Thakur circled back to follow their trail, then hesitated. Ratha and Fessran’s arrival meant company and perhaps food, but it also meant that the time the clan leader had allotted him to study Newt and her sea-creatures was gone. He felt now that he might have enough knowledge to try herding the seamares. Ratha would be eager to test his suggestion. But this would mean more intrusion into Newt’s life. Thakur sensed that the place she had made for herself was precarious and could easily be destroyed.
The smell of the two Named females and the tantalizing odor of food teased him onward, and he trotted after them with Aree riding on his nape. Soon after he broke out of thinning forest into coastal meadow, he caught sight of two tawny backs moving ahead of him through the grass. He didn’t need to call, for the wind had carried his smell ahead of him. He saw both figures turn, their ears and whiskers lifting at the sight of him. But although he smelled food, neither Ratha nor Fessran carried anything in their mouths. His belly gave a disappointed grumble as he jogged to a stop in front of them.
Fessran took one sniff at him, then retreated, grimacing.“Herding teacher, you are wearing the most disgusting stink I have ever smelled on anyone.”
“You’d better get used to smelling me this way.” Thakur grinned. “Those duck-footed dapplebacks won’t let me near them unless I roll in their dung. I’m sure there is plenty for you.”
Fessran gave her ruff a disdainful lick, as if the noxious stuff was already on her.“I don’t mind herdbeast dung, but I can tell these beasts don’t eat grass. Ugh!”
“May you eat of the liver and sleep in the driest den,” Ratha said, touching noses with him, but her whiskers twitched back. She rubbed her forehead against his cheek and started to slide along him, her tail crooked over, but she broke off midway, saying, “Fessran may be rude, but she’s right. Phew, that’s strong!”
Feeling like a pariah, he took a position downwind from both and asked them stiffly if that was better. Now that his own aroma was carried away by the breeze, he caught the maddening meat-smell and wondered where it was coming from.
Ratha had only her treeling on her back, but Fessran was festooned with something odd. It looked like she had rolled in some vines and had ended up tangled in strands and bundles of leaves.
Fessran turned abruptly to Ratha and said,“Well, we’ve carried the food long enough. Get your treeling to undo these leaves, and we’ll feed Thakur before his tongue hangs out so far he steps on it.”
At a nudge and purr from Ratha, Ratharee hopped onto Fessran’s back and started pulling a leafy bundle apart.
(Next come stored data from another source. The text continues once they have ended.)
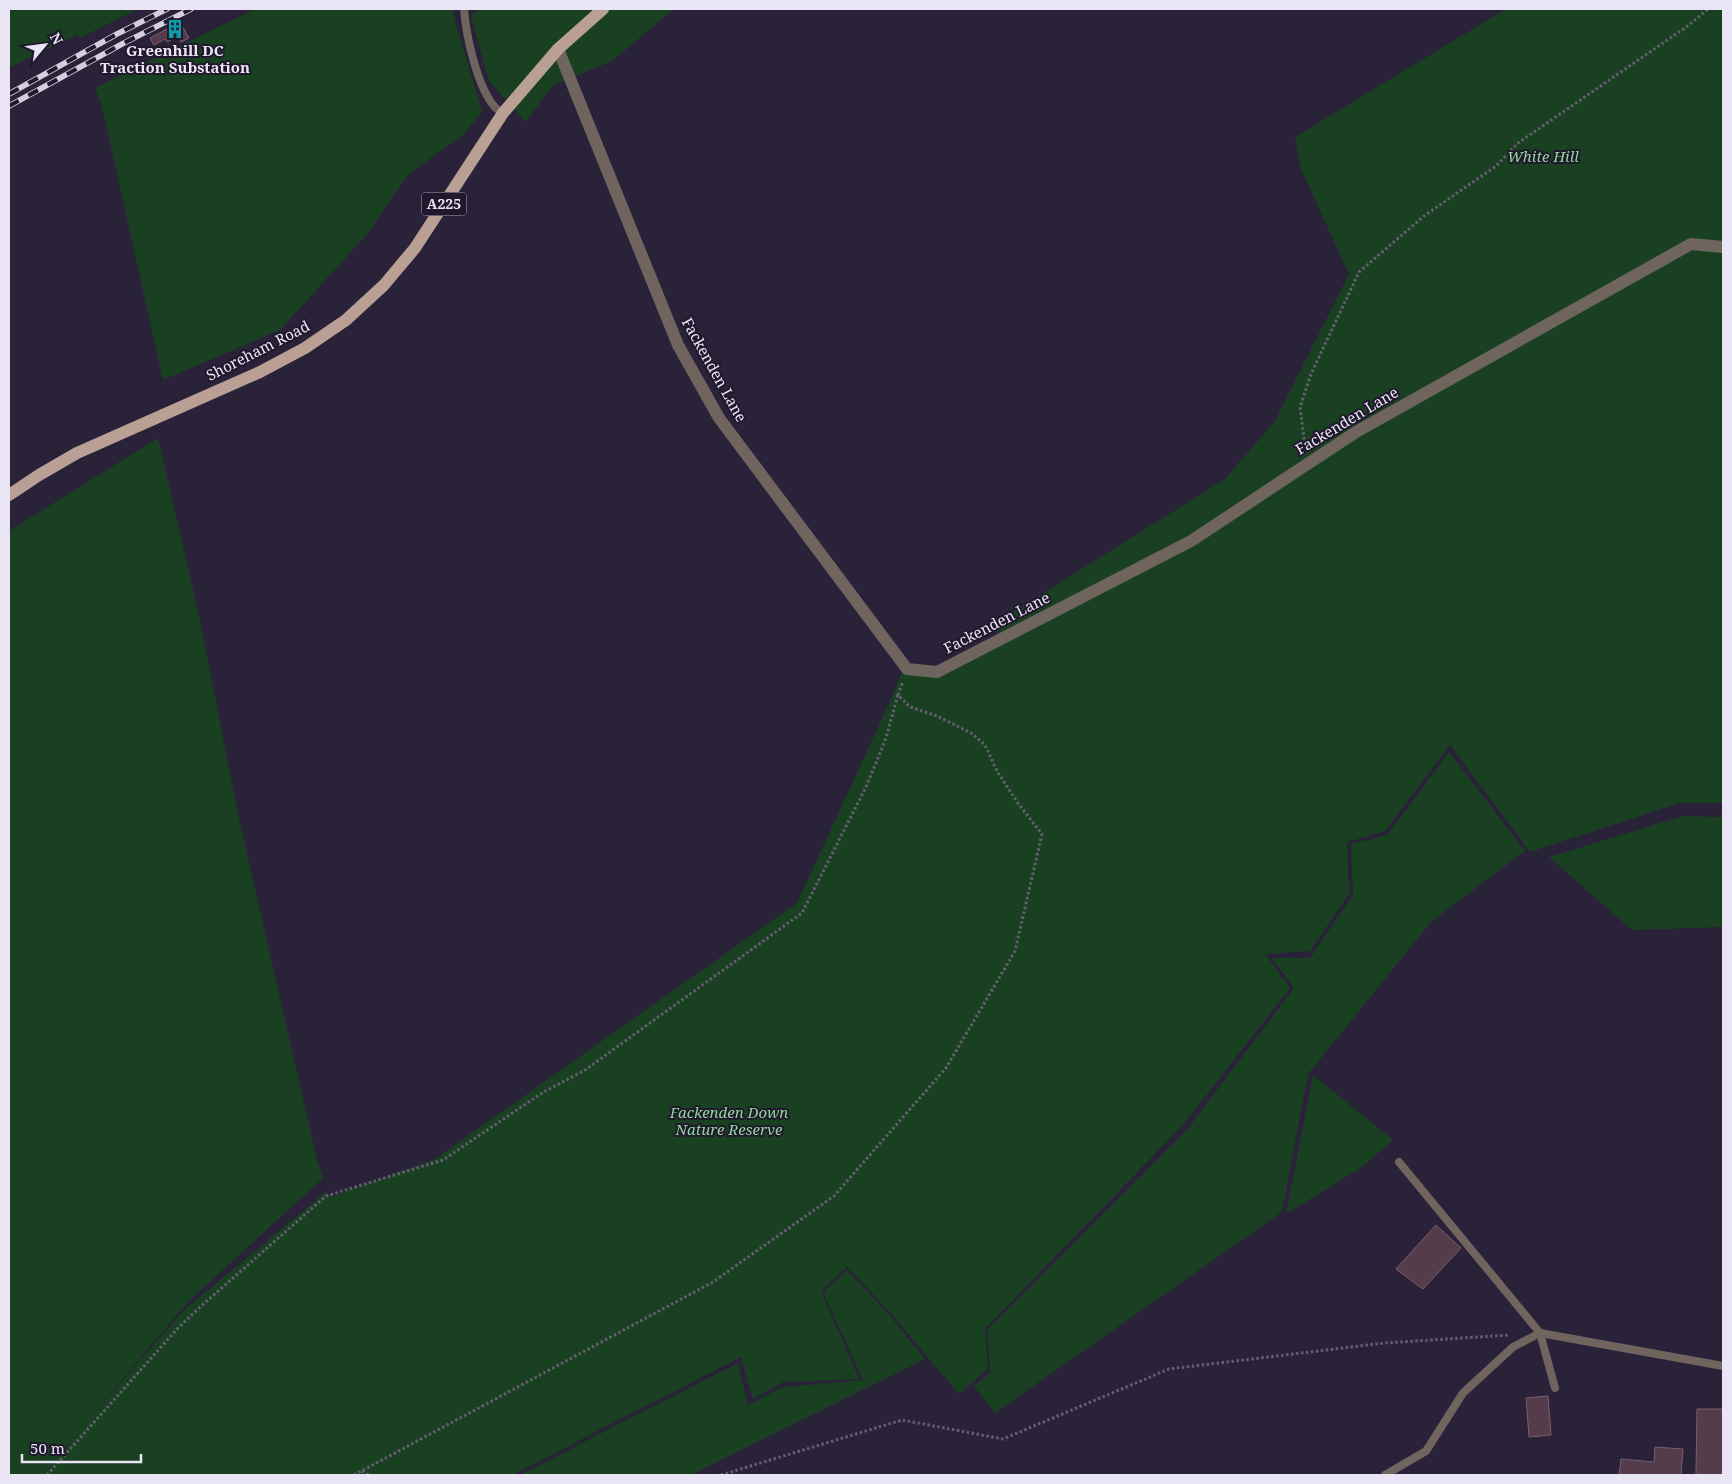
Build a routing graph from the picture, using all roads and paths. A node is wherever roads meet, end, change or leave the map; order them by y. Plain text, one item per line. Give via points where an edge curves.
1 (464, 9) edge
2 (603, 9) edge
3 (1708, 9) edge
4 (558, 49) junction
5 (503, 113) junction
6 (1723, 246) edge
7 (1314, 460) junction
8 (9, 495) edge
9 (907, 669) junction
10 (898, 695) junction
11 (1398, 1162) dead end
12 (1540, 1333) junction
13 (1511, 1335) dead end
14 (1723, 1366) edge
15 (1555, 1388) dead end
16 (362, 1471) junction
17 (47, 1475) edge
18 (354, 1475) edge
19 (369, 1475) edge
20 (721, 1475) edge
21 (1385, 1475) edge

1 - 5 lane via 482,87 494,107
2 - 4 main road, Shoreham Road / A225
3 - 7 path via 1518,143 1496,166 1424,216 1359,272 1311,374 1300,407 1305,445
4 - 5 main road, Shoreham Road / A225
4 - 9 street, Fackenden Lane via 678,344 710,401 725,426
5 - 8 main road, Shoreham Road / A225 via 415,248 384,285 346,320 305,348 260,372 77,453
6 - 7 street, Fackenden Lane via 1692,244 1364,427
7 - 9 street, Fackenden Lane via 1191,542 937,672
9 - 10 path
10 - 16 path via 910,707 937,716 985,744 997,772 1042,834 1016,951 946,1068 834,1196 735,1267 713,1282
10 - 17 path via 885,741 866,787 802,913 585,1070 542,1093 443,1160 326,1196 178,1328
11 - 12 lane
12 - 14 lane
12 - 15 lane
12 - 21 lane via 1513,1348 1463,1393 1426,1450
13 - 20 path via 1384,1344 1169,1369 1004,1438 902,1420
16 - 18 path
16 - 19 path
From the covering, Ratha drew a chunk of meat with her fangs and offered it to the herding teacher. Thakur didn’t think about where it had come from; he just plopped down with the food between his paws and began slicing it with his side teeth. It was liver.
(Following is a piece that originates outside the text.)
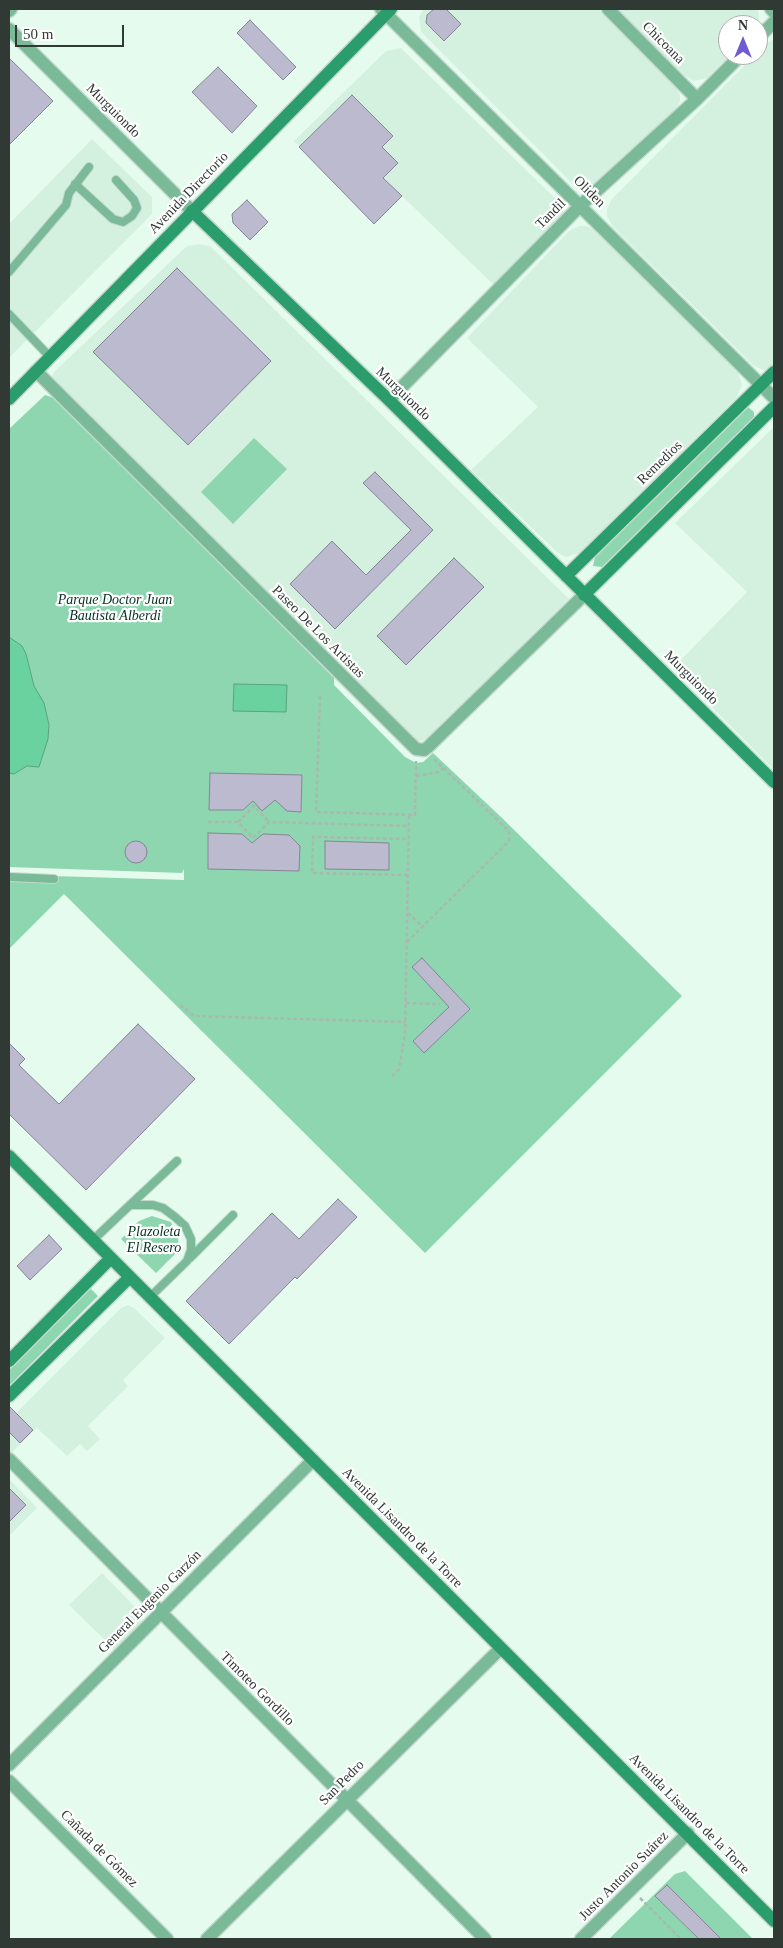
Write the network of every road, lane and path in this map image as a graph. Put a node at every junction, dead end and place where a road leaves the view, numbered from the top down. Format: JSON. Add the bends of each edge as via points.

The richness of it soon sated him enough so his curiosity arose once again. He got to his feet, licking his chops, and asked how the two females had carried it. Ratha showed him cords of twisted bark fiber that bound large leaves still covering the remaining bundles of food. He saw how the cords were wrapped about the Firekeeper’s body to lash the packets to her sides.
“The leaves keep flies off,” Ratha explained. “The meat isn’t as good as we’d get from a cull, but it isn’t carrion either.”